Вы убедили нас, досточтимая госпожа, в необходимости спешить. Мы также опасаемся, что другие смогут нас опередить в этом похвальном начинании, и это приведет к самым пагубным результатам. Надеюсь посетить вас, когда в следующий раз приеду в город.
Желаю многих лет жизни и здравия диктатору.
LXIV. Порция, жена Марка Юния Брута, — своей тетке и свекрови Сервилии
(26 ноября)
При всем моем уважении к вам я вынуждена настойчиво просить вас больше не бывать в нашем доме. Мой муж не утаил от меня, с какой неохотой он вас принимает и какое облегчение испытывает при вашем отъезде. Вы должны были заметить, что он никогда не посещает вашего дома, из чего можно заключить, что вас он принимает у себя только из сыновнего долга. Его раздраженное состояние и беспокойный сон после вашего ухода вынуждают меня писать это письмо. Мне бы следовало сделать это раньше, ибо я считаю неприличным, чтобы меня, его жену, высылали из комнаты всякий раз, когда вы беседуете.

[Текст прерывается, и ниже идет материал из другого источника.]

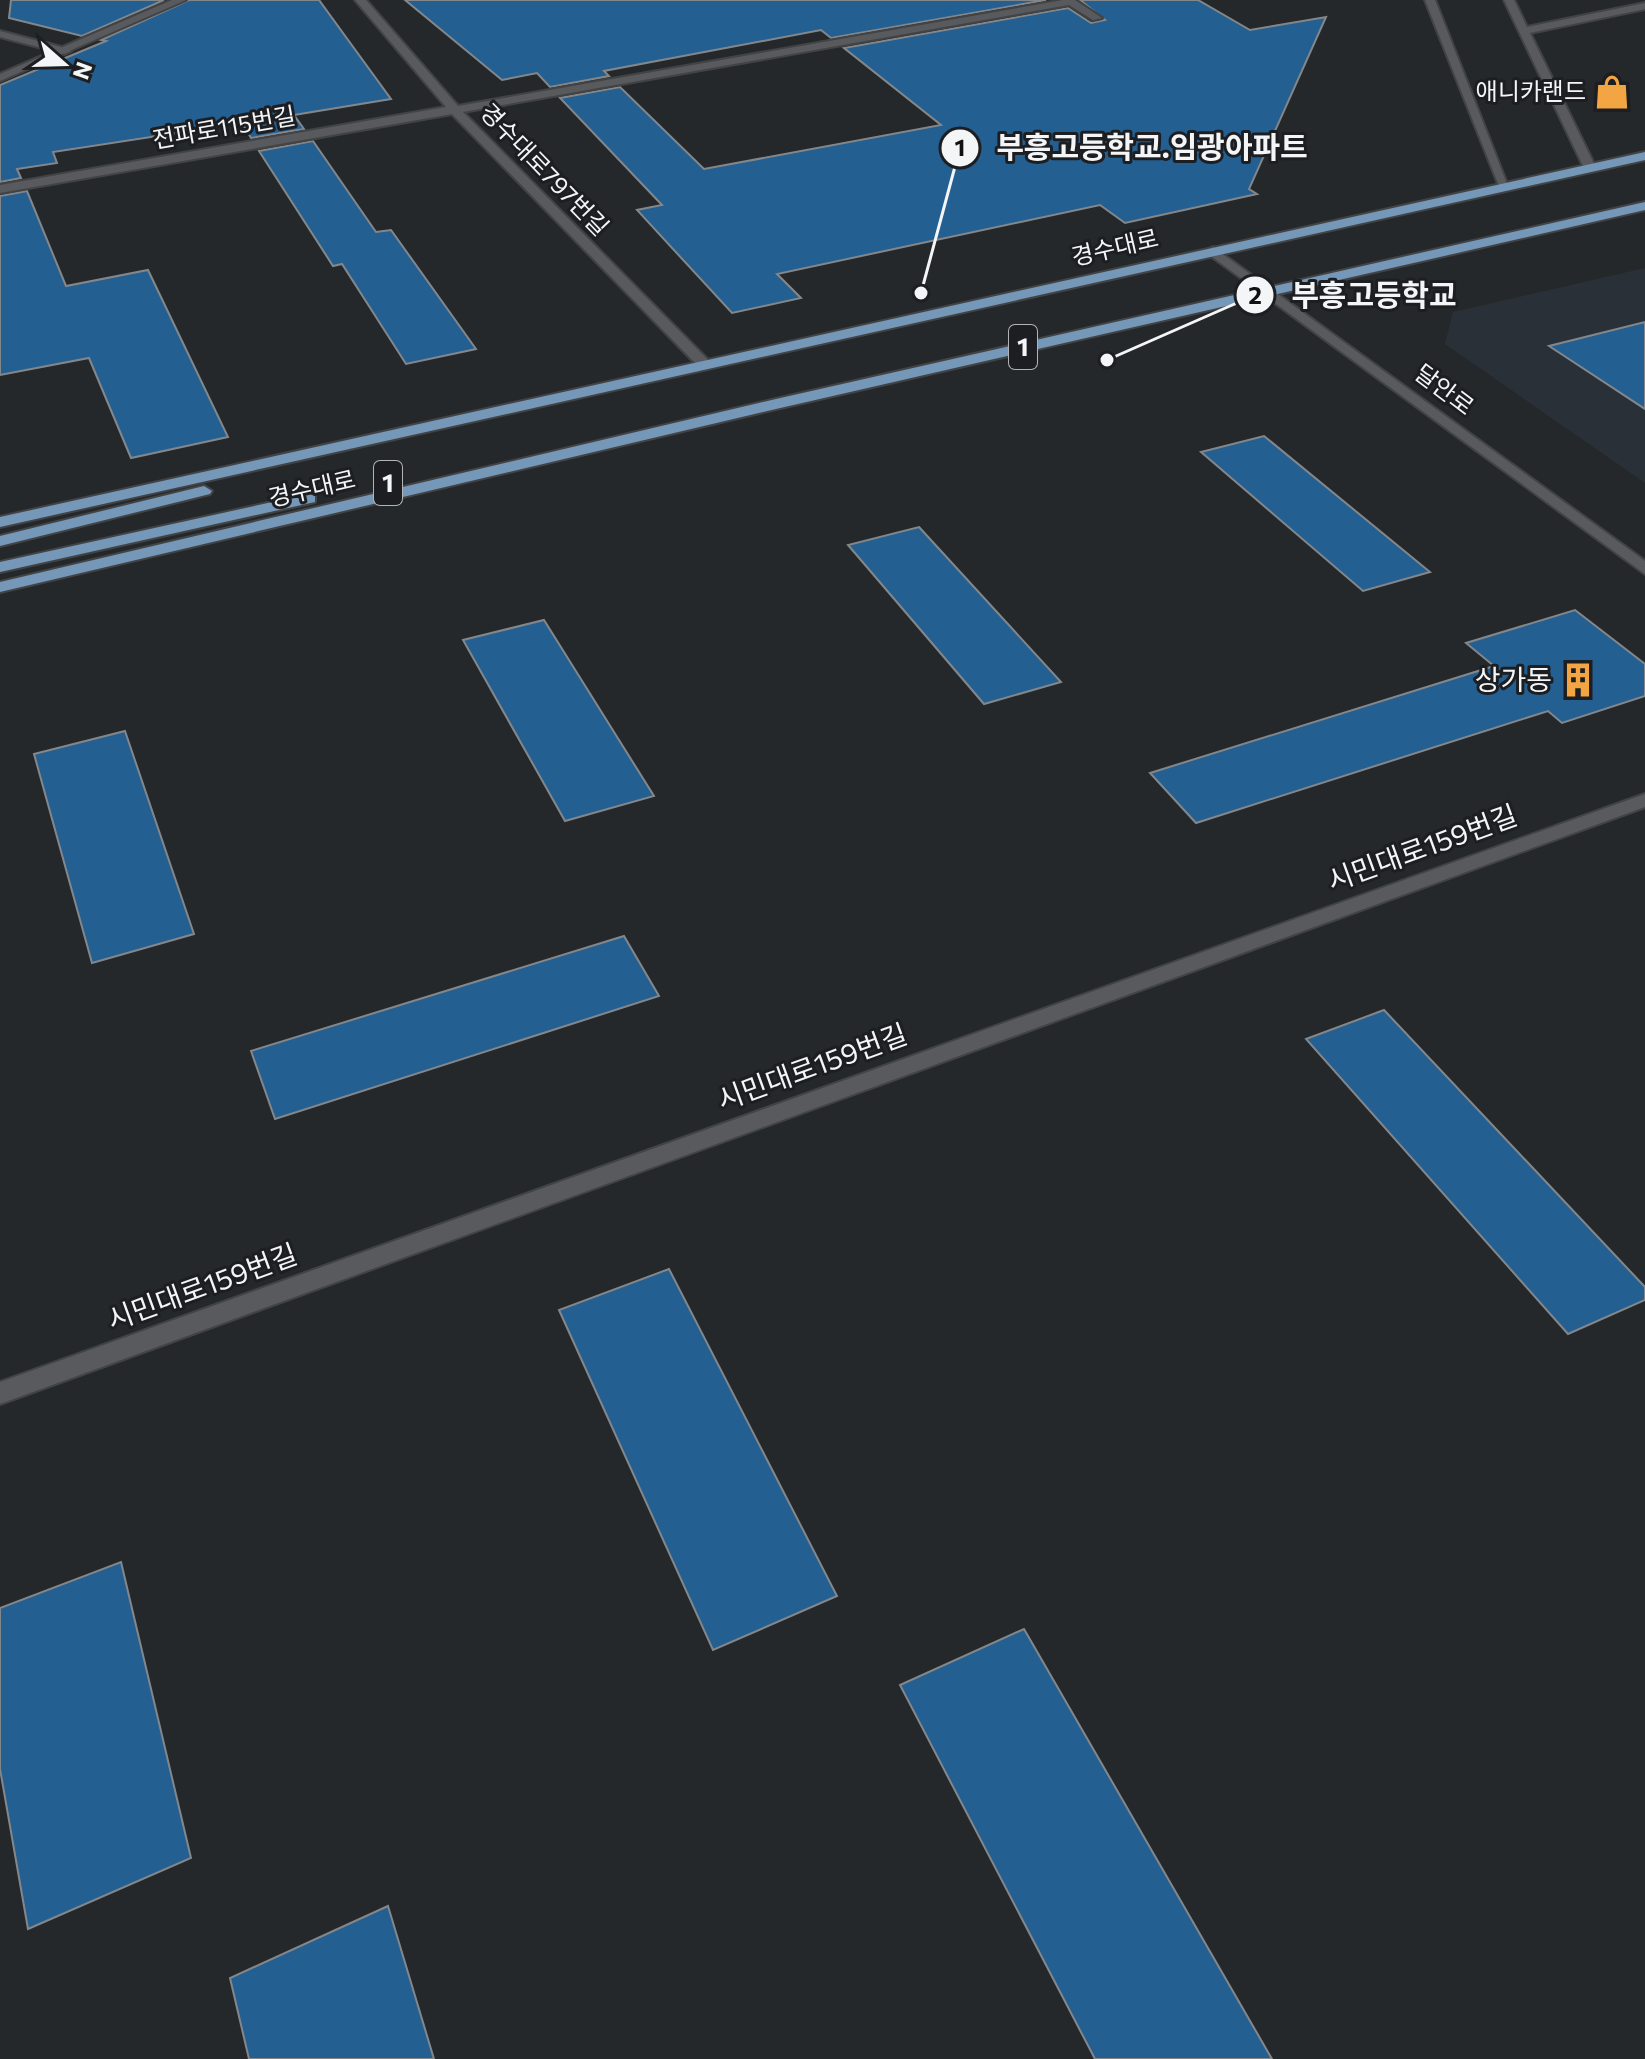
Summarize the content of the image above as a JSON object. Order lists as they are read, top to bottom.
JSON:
{
  "streets": {
    "main road": ["경수대로", "1"],
    "street": [
      "전파로115번길",
      "경수대로797번길",
      "달안로",
      "시민대로159번길"
    ]
  },
  "crossings": [
    ["전파로115번길", "경수대로797번길"],
    ["경수대로797번길", "경수대로"],
    ["경수대로", "달안로"]
  ],
  "places": {
    "shop": ["애니카랜드"],
    "other": ["부흥고등학교.임광아파트", "부흥고등학교"],
    "building": ["상가동"]
  },
  "north": "right"
}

Вы знаете меня уже много лет. Вы знаете, что я не сварлива и прежде не раз выражала вам свою признательность. Но ведь и мои близкие были вынуждены прибегнуть к такой же мере, отчего мне, правда, не легче. (То есть ее золовки, жены Кассия и Лентула, по-видимому, тоже закрыли перед своей матерью двери.) Муж не знает о том, что я вам пишу. Однако я не возражаю, чтобы он об этом узнал, если вы найдете нужным ему сообщить.
Благодарю за сочувствие по поводу моей тяжкой утраты (выкидыша). Меня бы больше тронули ваши заверения в любви, если бы вы считали меня членом семьи, который вправе участвовать в ваших жарких спорах с моим мужем.
LXIV-А. Надпись
(Нижеследующие слова были начертаны на золотой табличке, вделанной наряду с другими памятными таблицами в стену за домашними алтарями рода Порциев и Юниев, где они и оставались вплоть до разрушения Рима.)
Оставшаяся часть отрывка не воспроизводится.